## Action item
Your result should be every line of the records below that contains the word "OJALILLOS".

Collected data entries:
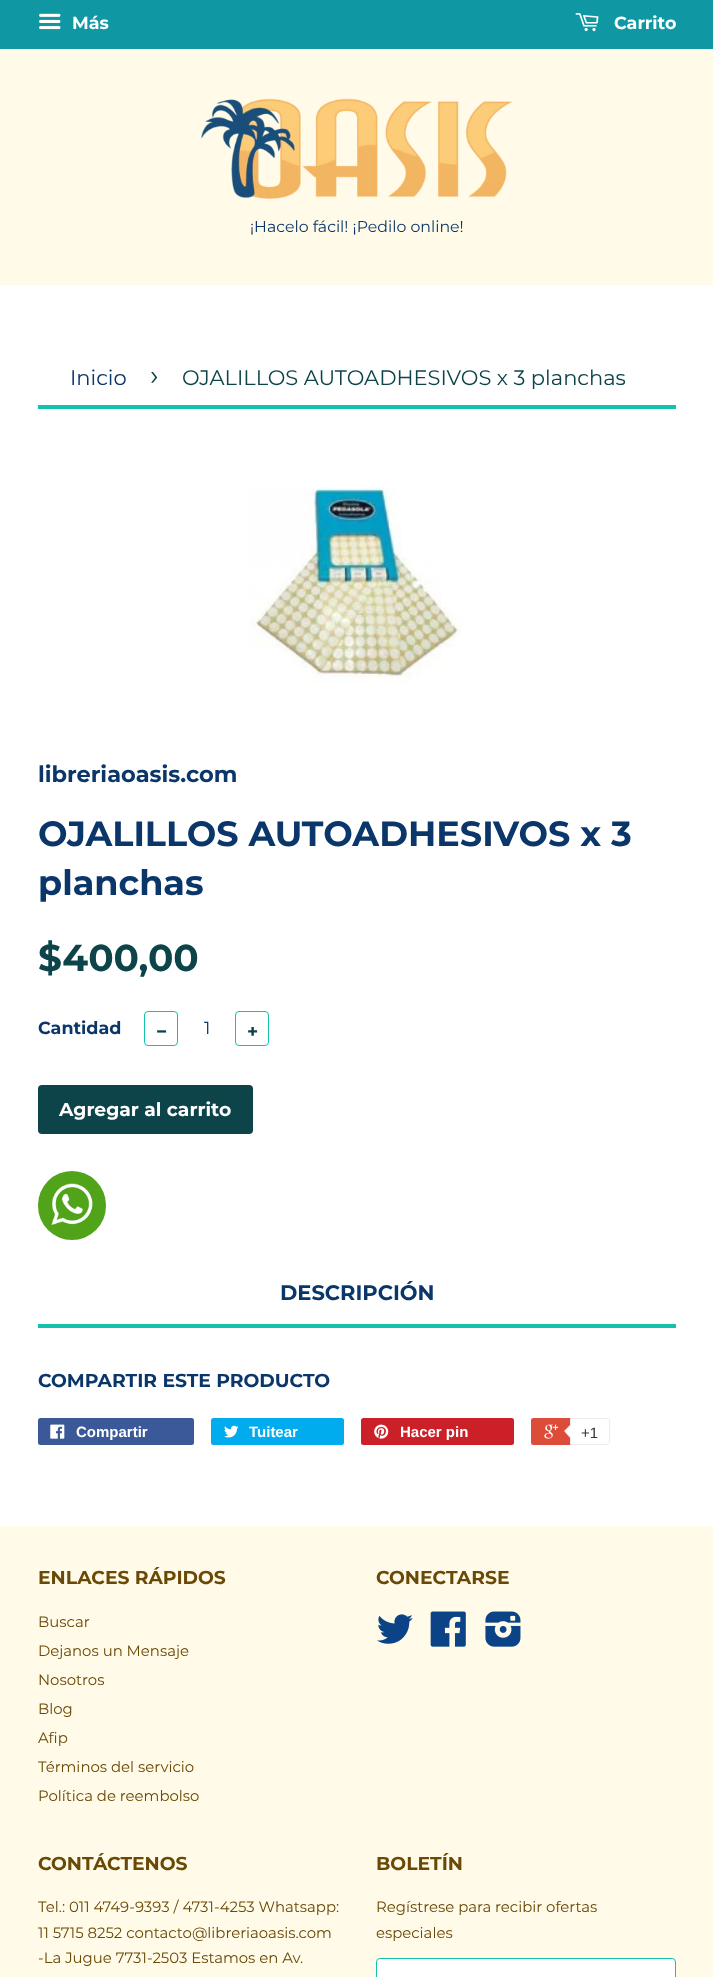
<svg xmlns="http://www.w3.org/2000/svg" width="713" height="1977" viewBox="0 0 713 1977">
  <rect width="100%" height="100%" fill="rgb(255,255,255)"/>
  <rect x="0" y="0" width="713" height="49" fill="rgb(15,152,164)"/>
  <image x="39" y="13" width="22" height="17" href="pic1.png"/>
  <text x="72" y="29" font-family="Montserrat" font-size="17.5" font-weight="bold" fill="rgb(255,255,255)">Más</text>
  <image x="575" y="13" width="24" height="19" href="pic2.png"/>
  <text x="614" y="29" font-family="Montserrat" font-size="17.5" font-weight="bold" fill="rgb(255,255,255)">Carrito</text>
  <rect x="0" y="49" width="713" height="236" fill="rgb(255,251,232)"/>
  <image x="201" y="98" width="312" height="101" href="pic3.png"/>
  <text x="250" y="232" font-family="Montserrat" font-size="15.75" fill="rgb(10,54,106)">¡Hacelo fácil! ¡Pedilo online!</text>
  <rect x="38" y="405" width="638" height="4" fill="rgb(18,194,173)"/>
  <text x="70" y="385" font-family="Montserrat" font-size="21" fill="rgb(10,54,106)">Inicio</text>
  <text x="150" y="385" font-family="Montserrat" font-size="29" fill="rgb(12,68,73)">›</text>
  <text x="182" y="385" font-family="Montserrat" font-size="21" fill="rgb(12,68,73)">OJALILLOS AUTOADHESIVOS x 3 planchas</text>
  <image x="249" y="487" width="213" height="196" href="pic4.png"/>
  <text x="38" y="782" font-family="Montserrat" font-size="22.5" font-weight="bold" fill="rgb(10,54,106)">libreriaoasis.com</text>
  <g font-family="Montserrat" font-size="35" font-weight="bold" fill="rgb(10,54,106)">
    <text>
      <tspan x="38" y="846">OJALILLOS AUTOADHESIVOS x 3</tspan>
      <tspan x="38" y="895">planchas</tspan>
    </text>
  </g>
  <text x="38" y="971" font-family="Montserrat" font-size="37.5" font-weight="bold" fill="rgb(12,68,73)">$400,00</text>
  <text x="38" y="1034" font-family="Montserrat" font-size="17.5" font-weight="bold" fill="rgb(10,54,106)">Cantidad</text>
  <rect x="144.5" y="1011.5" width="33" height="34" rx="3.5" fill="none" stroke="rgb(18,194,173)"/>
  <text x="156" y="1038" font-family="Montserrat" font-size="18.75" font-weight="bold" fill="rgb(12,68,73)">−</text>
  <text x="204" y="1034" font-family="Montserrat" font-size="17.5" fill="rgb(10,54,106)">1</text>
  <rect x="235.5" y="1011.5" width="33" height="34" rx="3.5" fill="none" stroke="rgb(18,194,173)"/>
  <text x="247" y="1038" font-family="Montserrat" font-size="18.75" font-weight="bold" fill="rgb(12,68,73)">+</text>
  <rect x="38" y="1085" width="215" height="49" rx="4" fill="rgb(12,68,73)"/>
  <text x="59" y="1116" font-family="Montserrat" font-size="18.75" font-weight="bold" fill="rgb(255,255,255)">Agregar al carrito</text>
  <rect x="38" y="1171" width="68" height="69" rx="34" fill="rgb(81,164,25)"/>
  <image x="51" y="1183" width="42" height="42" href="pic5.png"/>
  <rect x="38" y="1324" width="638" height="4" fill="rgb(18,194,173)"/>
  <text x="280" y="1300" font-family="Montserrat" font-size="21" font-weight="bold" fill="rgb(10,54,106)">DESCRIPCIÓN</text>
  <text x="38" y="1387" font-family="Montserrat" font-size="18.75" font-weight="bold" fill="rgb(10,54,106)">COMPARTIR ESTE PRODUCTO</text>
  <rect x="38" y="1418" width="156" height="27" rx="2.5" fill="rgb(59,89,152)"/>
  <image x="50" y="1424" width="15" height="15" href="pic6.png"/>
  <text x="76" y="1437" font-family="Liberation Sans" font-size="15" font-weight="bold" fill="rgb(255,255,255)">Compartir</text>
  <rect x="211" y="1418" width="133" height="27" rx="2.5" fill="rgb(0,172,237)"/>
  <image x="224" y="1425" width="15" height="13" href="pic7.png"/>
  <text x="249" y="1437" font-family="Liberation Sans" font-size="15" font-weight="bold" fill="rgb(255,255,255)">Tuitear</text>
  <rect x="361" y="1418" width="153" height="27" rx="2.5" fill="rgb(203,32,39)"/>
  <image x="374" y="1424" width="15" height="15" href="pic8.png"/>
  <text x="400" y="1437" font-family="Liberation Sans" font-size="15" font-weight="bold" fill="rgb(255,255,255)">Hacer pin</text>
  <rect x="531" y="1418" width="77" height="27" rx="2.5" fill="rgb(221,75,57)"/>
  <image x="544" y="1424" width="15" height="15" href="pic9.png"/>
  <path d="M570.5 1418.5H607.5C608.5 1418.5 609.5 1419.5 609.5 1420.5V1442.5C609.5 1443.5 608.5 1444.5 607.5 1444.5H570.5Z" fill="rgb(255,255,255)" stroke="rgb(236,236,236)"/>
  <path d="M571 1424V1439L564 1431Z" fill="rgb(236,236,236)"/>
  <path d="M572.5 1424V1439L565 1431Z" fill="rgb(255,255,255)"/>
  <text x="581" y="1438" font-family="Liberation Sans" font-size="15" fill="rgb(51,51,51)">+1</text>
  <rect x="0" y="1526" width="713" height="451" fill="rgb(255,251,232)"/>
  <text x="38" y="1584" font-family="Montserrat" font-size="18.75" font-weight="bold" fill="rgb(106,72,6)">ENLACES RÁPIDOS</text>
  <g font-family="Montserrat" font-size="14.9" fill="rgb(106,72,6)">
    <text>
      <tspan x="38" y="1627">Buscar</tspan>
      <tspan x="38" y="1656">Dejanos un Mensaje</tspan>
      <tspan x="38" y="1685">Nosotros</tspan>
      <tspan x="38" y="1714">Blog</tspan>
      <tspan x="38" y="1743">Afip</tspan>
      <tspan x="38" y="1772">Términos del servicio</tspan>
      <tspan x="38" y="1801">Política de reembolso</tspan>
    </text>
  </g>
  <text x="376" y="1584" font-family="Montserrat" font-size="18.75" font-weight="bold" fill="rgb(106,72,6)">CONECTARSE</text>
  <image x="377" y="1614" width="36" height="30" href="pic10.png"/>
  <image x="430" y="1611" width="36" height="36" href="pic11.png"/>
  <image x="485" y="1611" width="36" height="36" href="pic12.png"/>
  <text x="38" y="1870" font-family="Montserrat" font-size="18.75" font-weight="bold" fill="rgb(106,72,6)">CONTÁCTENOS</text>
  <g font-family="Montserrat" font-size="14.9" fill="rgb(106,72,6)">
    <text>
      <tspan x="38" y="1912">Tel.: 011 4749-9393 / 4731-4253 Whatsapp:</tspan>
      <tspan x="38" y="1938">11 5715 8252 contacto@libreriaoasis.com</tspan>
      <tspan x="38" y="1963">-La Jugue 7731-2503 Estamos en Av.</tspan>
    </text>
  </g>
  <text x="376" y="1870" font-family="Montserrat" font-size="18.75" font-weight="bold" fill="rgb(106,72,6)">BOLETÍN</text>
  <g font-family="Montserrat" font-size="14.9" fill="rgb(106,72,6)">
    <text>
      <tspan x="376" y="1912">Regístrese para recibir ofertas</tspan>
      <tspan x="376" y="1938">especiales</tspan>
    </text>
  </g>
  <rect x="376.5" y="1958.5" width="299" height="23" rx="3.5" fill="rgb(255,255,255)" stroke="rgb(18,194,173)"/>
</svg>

## Your response
  <text x="182" y="385" font-family="Montserrat" font-size="21" fill="rgb(12,68,73)">OJALILLOS AUTOADHESIVOS x 3 planchas</text>
      <tspan x="38" y="846">OJALILLOS AUTOADHESIVOS x 3</tspan>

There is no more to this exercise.